Print

Print


On Thu, 26 Apr 2007, Young, Charles C. wrote:

>Hi Wei,
>
>It could be helpful to get the BaBar input beforehand so we could all think about it, in order to make the meeting more productive. Cheers.
>
>					Charlie
>--

Hi Charlie, here is a not-so-brief summary of our recent
AFS experiences with BaBar:


First some AFS background.  An AFS fileserver keeps track of client
requests with callbacks.  A callback is a promise by the fileserver to
the tell the client when a change is made to any of the data being
delivered.  This can have an impact on server performance in the
following ways:


1.  The performance of an AFS server can become seriously impaired
when many clients are all accessing the same readwrite file/directory
and that file/directory is being updated frequently.  Everytime
an update is made, the fileserver needs to notify each client.
So, a large number of clients can be a problem even if the
number of updates is relatively small.

2. The problem outlined above can be further exacerbated if a large
number of requests for status are made on the file/directory as soon
as the callbacks are broken.  A broken callback will tell the client
to refetch information, so the larger the number of machines, the
larger the number of status requests that will occur as a result of
the broken callback.  And then any additional status requests that may
be going on will cause further grief.

The way to avoid callback problems is to avoid writing to the same
file/directory in AFS from many clients.  The recommended procedure in
batch is to write locally and copy once to AFS at the end of the job.
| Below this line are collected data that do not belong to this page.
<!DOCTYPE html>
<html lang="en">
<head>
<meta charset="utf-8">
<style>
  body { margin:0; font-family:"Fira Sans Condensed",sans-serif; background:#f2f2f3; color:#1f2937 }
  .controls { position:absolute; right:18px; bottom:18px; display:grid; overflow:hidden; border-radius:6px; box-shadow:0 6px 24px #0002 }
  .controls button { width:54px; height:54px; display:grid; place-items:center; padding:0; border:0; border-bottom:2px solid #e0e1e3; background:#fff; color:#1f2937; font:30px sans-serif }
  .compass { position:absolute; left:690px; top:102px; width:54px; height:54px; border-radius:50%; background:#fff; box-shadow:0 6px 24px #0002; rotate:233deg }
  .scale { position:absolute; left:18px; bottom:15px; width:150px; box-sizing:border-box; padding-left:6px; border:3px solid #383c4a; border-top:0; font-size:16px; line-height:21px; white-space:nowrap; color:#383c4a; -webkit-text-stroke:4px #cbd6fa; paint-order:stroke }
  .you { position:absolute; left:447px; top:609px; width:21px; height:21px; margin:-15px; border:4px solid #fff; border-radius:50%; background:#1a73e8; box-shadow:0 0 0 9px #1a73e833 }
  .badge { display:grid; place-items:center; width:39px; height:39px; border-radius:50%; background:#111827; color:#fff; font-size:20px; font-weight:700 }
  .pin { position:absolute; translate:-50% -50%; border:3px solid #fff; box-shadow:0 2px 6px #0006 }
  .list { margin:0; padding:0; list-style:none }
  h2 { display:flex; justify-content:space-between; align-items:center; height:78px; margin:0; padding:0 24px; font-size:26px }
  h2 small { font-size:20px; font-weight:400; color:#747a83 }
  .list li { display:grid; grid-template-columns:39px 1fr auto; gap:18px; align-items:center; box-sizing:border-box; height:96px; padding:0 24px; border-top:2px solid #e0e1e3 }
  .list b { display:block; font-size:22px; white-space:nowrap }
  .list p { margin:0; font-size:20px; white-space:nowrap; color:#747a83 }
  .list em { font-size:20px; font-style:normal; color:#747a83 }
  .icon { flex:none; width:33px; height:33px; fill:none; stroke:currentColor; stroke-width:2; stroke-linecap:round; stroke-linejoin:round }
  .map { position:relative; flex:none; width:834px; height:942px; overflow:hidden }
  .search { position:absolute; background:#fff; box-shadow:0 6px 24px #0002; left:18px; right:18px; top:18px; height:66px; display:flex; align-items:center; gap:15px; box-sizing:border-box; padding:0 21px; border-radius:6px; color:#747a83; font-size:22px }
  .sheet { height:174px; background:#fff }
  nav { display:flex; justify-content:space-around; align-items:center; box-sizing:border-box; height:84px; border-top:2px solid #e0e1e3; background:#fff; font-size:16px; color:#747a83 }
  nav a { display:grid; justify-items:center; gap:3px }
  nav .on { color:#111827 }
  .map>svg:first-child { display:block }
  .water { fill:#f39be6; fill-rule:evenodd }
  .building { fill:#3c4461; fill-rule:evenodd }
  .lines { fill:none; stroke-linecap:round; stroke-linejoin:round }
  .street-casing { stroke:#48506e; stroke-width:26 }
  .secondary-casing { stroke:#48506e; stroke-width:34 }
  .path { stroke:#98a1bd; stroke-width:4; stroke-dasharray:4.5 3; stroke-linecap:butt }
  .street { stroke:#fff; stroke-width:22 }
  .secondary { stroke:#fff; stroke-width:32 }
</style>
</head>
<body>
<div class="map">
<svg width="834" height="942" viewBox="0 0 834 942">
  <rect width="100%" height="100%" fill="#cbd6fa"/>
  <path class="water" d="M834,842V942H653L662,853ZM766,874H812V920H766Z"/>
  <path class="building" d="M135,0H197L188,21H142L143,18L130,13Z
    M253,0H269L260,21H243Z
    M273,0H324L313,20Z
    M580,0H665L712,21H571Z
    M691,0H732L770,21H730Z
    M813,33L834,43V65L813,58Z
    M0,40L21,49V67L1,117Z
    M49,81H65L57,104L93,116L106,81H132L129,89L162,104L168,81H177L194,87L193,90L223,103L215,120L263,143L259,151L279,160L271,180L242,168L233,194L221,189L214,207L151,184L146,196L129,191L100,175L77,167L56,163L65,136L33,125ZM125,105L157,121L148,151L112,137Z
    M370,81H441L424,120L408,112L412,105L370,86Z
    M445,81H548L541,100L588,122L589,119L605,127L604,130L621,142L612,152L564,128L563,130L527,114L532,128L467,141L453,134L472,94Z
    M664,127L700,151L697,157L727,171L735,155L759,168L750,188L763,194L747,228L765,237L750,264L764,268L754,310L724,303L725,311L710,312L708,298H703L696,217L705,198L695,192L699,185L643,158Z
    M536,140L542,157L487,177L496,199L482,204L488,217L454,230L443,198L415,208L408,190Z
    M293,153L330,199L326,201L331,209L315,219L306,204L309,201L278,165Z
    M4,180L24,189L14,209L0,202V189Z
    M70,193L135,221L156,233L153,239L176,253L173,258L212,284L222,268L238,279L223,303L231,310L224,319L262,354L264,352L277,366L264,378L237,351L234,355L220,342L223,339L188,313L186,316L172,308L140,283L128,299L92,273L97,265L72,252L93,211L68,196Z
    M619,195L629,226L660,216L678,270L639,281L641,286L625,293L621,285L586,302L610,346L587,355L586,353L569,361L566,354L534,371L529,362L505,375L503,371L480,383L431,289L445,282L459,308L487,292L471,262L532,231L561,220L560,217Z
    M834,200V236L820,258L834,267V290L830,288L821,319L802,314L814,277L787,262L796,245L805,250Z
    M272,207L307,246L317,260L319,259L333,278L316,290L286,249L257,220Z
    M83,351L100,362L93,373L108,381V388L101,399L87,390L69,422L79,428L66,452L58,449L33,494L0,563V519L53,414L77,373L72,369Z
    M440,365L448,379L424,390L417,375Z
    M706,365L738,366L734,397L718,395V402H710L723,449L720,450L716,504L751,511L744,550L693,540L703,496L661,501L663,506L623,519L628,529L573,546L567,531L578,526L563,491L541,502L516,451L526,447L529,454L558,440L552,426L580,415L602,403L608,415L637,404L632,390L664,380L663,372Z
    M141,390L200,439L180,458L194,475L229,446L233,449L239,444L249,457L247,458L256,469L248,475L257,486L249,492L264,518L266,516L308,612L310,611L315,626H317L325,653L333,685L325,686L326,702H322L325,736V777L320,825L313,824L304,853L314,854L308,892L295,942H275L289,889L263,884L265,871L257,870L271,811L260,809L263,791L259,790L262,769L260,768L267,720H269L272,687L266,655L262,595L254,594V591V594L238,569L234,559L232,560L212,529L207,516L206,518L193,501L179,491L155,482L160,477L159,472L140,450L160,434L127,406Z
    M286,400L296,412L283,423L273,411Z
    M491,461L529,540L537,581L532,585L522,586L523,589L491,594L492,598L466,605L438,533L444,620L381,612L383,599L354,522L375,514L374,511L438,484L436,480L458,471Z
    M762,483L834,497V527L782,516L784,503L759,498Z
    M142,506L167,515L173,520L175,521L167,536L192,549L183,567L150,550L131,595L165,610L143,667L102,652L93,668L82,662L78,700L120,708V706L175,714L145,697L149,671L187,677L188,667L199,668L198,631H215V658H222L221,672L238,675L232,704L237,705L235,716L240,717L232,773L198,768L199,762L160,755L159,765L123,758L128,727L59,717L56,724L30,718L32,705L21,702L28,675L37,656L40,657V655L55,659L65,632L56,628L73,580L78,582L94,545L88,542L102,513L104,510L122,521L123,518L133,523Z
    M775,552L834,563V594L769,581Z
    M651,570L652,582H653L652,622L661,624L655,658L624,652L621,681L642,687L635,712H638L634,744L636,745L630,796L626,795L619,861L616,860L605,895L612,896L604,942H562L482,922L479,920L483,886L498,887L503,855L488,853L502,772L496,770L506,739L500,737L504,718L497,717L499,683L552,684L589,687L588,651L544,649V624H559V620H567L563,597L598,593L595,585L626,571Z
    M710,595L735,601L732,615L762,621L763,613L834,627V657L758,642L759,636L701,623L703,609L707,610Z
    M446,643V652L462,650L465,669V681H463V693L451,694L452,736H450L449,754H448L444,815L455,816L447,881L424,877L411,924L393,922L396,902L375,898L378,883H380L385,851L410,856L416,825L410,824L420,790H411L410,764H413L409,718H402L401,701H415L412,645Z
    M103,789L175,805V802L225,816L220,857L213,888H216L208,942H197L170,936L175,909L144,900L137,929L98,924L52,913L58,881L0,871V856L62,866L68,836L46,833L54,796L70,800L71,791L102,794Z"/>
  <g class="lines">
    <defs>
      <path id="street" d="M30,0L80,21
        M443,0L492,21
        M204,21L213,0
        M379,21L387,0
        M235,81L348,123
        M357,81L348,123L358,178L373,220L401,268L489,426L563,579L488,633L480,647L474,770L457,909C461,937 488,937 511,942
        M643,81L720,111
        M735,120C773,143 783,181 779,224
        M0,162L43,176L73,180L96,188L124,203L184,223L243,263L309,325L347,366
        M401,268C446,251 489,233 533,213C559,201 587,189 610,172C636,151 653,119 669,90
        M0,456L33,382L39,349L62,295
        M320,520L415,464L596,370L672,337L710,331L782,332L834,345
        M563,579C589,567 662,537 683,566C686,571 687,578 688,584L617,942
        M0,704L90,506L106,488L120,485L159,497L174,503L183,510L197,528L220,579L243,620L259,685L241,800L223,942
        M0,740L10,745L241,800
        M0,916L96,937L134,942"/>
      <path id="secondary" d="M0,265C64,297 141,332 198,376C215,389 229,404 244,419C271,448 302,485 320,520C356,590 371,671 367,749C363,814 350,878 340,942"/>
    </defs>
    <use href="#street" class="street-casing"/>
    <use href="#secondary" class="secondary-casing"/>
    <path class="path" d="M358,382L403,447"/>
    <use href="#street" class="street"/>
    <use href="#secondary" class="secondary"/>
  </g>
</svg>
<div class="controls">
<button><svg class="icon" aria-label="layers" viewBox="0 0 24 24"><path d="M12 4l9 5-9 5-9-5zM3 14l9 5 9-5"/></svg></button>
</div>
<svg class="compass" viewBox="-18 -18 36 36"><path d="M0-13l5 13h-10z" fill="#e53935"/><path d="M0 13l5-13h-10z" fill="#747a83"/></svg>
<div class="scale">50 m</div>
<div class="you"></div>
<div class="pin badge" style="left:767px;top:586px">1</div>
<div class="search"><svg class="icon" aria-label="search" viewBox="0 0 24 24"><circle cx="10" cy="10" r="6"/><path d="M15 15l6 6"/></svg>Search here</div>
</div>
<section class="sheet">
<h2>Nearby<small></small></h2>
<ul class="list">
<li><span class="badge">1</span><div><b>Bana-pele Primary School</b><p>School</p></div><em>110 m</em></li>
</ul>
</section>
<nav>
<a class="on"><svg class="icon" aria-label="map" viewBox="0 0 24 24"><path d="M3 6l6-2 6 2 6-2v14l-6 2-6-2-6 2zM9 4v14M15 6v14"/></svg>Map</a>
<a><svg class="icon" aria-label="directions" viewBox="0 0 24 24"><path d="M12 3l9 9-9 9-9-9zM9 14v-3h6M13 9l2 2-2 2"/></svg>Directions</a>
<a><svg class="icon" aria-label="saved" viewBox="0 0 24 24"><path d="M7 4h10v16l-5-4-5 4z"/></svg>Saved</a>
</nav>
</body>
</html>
The problems that we saw with BaBar:

First I should say that the problems we saw with BaBar came after
they started increasing the number of jobs being run as part
of their skimming.  Before that, the problems were still there,
but at a low enough level that they didn't have the same impact.

1.  There was a problem with our TRS utility that was causing multiple
updates to a file in one of their AFS directories.  This was causing
the problem described above.  We have since changed the TRS utility to
avoid making that update.

2.  The BaBar folks were launching 1000s of batch jobs at once which
were accessing the file(s) on one server in such a way that it caused
a plunge in availability.  They have since changed the way they run by
keeping the level of batch jobs up so that 1000s don't hit all at the
same time, but are spread out.  We are still trying to figure out what
the jobs are doing at startup that cause the problem (writing to
AFS?), but the bypass has been working.  I have our AFS support
people looking into it.

3.  The BaBar folks also fixed a problem in their code that was
launching 10s of 1000s of 1 minute batch jobs.  This was putting a
heavy load on the batch system because it had to spend much/all of its
time scheduling, in addition to the impact on AFS.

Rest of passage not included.